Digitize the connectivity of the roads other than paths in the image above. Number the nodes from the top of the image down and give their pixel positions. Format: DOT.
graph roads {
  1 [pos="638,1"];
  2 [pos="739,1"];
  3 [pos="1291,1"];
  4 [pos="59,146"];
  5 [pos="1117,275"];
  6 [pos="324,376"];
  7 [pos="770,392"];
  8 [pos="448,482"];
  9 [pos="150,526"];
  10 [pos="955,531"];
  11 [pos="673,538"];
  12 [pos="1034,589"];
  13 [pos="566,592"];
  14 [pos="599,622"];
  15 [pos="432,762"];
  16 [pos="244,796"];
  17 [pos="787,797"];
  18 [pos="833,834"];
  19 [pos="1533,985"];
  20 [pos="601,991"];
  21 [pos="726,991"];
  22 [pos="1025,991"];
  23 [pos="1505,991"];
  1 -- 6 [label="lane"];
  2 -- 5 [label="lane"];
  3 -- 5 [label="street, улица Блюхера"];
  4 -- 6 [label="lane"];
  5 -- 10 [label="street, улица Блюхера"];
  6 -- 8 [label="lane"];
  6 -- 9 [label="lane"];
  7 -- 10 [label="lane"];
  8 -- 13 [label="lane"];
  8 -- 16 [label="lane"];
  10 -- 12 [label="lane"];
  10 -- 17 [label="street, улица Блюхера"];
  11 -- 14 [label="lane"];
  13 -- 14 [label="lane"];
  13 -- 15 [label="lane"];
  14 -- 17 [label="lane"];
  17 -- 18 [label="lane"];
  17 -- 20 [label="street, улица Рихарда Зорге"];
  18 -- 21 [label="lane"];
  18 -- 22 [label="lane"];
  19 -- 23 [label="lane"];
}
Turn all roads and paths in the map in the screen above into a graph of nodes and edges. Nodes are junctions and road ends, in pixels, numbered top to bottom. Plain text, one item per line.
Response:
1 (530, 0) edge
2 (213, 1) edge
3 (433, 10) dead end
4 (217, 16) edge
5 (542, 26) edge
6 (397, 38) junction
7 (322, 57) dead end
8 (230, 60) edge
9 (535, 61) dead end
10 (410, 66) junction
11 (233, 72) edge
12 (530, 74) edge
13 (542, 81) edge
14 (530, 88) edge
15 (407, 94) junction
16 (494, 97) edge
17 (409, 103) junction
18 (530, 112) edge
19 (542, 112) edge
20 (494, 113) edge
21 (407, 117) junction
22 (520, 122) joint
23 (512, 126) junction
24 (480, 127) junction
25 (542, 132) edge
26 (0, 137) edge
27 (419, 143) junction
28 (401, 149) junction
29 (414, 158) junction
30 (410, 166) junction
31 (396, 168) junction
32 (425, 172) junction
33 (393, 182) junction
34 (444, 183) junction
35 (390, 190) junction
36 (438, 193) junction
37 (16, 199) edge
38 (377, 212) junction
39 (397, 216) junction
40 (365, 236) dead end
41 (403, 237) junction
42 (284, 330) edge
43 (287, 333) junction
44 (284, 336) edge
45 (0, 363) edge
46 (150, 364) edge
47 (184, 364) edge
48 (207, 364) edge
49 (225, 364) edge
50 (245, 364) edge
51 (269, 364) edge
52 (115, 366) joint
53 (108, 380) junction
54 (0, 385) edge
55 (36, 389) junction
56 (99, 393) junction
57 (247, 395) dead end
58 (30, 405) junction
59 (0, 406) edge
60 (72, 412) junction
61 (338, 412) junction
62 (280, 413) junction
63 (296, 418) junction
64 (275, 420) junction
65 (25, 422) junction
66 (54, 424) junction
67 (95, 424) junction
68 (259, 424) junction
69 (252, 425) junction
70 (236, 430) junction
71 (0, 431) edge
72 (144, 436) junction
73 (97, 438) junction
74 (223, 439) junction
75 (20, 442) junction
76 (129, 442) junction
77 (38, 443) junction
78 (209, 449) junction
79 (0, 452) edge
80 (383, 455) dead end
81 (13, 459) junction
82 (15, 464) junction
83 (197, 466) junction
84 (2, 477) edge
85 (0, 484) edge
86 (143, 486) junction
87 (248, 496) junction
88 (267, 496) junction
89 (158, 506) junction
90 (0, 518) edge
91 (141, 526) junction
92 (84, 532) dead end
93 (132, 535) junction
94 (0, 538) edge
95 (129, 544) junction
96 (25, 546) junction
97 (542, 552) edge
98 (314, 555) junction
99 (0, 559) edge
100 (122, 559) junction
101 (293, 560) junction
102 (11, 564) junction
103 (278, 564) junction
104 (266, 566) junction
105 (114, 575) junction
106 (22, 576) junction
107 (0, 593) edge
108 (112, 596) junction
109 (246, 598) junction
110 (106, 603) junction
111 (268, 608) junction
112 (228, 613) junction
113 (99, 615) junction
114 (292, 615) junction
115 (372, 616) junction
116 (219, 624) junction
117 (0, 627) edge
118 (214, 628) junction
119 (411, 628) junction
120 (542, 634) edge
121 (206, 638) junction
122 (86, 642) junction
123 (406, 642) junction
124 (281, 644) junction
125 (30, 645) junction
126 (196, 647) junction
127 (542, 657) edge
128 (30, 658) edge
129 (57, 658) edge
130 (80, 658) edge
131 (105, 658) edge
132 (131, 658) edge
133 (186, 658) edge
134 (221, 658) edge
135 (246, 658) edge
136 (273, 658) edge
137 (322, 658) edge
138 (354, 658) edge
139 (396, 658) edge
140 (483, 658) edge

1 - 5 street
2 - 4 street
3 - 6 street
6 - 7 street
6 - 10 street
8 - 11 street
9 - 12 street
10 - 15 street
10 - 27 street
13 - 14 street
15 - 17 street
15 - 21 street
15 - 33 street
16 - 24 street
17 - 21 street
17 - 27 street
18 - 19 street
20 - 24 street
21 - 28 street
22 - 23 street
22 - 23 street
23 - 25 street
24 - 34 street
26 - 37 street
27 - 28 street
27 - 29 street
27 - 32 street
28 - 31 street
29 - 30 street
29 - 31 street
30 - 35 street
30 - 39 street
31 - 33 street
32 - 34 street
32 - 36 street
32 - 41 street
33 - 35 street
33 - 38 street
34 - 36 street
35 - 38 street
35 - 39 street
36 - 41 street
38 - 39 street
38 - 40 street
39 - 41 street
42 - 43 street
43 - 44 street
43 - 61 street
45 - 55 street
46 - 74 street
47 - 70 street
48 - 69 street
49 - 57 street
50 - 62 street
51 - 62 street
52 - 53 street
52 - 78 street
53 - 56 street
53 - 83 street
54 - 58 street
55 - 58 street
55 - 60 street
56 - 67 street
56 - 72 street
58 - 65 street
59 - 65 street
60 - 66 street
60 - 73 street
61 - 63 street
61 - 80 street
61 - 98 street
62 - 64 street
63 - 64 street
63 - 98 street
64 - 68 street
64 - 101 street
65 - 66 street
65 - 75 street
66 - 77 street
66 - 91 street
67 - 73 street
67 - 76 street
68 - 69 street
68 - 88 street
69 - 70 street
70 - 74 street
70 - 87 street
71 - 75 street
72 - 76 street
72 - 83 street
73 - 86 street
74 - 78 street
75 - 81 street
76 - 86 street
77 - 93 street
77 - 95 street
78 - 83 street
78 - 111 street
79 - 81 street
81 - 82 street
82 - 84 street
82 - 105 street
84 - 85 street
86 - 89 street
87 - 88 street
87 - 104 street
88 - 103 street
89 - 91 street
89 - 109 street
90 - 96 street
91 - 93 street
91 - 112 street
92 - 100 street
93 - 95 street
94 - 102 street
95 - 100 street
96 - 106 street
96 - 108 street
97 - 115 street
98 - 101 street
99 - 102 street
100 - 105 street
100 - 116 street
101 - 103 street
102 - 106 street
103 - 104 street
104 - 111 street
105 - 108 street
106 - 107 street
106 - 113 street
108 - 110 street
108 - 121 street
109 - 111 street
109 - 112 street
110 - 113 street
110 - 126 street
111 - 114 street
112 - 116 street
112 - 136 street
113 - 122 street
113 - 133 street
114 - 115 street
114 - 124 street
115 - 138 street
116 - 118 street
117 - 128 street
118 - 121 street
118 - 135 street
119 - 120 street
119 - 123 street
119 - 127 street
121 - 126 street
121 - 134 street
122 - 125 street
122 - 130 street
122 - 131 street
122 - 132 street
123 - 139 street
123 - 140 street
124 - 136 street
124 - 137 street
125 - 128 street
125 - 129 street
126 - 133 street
============
Task goal »
At the first line of the material above, start reproducing each line exactly, and end with the line that holds "Turn all roads", adding nothing.

Answer box »
Digitize the connectivity of the roads other than paths in the image above. Number the nodes from the top of the image down and give their pixel positions. Format: DOT.
graph roads {
  1 [pos="638,1"];
  2 [pos="739,1"];
  3 [pos="1291,1"];
  4 [pos="59,146"];
  5 [pos="1117,275"];
  6 [pos="324,376"];
  7 [pos="770,392"];
  8 [pos="448,482"];
  9 [pos="150,526"];
  10 [pos="955,531"];
  11 [pos="673,538"];
  12 [pos="1034,589"];
  13 [pos="566,592"];
  14 [pos="599,622"];
  15 [pos="432,762"];
  16 [pos="244,796"];
  17 [pos="787,797"];
  18 [pos="833,834"];
  19 [pos="1533,985"];
  20 [pos="601,991"];
  21 [pos="726,991"];
  22 [pos="1025,991"];
  23 [pos="1505,991"];
  1 -- 6 [label="lane"];
  2 -- 5 [label="lane"];
  3 -- 5 [label="street, улица Блюхера"];
  4 -- 6 [label="lane"];
  5 -- 10 [label="street, улица Блюхера"];
  6 -- 8 [label="lane"];
  6 -- 9 [label="lane"];
  7 -- 10 [label="lane"];
  8 -- 13 [label="lane"];
  8 -- 16 [label="lane"];
  10 -- 12 [label="lane"];
  10 -- 17 [label="street, улица Блюхера"];
  11 -- 14 [label="lane"];
  13 -- 14 [label="lane"];
  13 -- 15 [label="lane"];
  14 -- 17 [label="lane"];
  17 -- 18 [label="lane"];
  17 -- 20 [label="street, улица Рихарда Зорге"];
  18 -- 21 [label="lane"];
  18 -- 22 [label="lane"];
  19 -- 23 [label="lane"];
}
Turn all roads and paths in the map in the screen above into a graph of nodes and edges. Nodes are junctions and road ends, in pixels, numbered top to bottom. Plain text, one item per line.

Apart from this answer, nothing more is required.